How do you find inspiration? Different things work for different people, but here is a list to get you started:
- Watch Who Do You Think You Are
- Watch The Generations Project
- Attend a genealogy society meeting
- Attend a genealogy lecture
- Attend a genealogy conference/seminar/event-of-some-kind
- Read a genealogy blog you love
- Find a new genealogy blog to read
- Read any genealogy blog
- Listen to The Genealogy Gems Podcast (How can you NOT feel inspired by Lisa Louise Cooke – she is just so bubbly and happy! It is like listening to your own personal cheerleader)
- Listen to The Genealogy Guys Podcast (George G. Morgan and Drew Smith and sometimes, a cat sidekick. Need I say more?)
- Listen to The Family Tree Magazine Podcast (Hosted by Lisa Louise Cooke).
- Watch genealogy videos on Youtube
- Try a new library or archive
- Listen to Geneabloggers Radio (Good hosts + Good Guests + Crazy Chatroom = one fun night)
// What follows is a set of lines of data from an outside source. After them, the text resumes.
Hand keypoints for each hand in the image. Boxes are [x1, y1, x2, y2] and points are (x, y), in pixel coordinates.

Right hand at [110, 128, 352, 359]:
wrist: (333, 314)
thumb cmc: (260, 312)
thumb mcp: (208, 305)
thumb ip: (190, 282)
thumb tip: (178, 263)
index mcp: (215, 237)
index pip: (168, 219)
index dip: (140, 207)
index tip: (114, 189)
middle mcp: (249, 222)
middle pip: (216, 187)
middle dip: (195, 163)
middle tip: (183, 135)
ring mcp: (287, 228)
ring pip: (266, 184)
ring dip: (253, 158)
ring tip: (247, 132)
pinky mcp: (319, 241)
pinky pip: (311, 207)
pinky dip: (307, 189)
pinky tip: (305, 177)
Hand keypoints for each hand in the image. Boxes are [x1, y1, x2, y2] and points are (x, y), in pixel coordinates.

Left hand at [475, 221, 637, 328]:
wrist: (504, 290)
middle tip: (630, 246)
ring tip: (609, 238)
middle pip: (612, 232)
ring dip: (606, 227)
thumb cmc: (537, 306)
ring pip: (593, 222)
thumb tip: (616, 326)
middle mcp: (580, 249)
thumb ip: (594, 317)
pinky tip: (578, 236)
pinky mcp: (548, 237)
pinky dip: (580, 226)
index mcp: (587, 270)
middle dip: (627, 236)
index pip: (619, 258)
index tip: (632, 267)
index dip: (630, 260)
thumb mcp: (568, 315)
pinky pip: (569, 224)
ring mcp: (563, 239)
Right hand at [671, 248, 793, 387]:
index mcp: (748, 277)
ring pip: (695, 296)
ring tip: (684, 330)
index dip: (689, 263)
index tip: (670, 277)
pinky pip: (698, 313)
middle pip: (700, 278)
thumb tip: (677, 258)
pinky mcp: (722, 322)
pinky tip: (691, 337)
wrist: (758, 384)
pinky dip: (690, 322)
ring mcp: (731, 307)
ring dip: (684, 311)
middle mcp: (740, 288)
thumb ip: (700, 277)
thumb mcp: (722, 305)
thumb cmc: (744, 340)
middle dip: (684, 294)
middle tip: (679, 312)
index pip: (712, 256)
- Try a new genealogy website
- Chat with a genealogy friend
- Buy a new tech toy
- And the list goes on…
What got me inspired? Last week’s Who Do You Think You Are episode with Reba. I already love her and add the fact that her journey included the story of her ancestor coming to American Colonies as a child and I am hooked (again).
Add a dash of Caroline Pointer’s post, Problems with Evernote and Genealogy?, a conversation with my dad about the 1940 census that didn’t end in eye rolls, and
a pinch of Ben & Jerry’s binges while blasting Adele music and I’m feeling back to my usual genealogy enthusiastic self.
Have you ever had a genealogy slump before? How did you get out of it? What inspires you?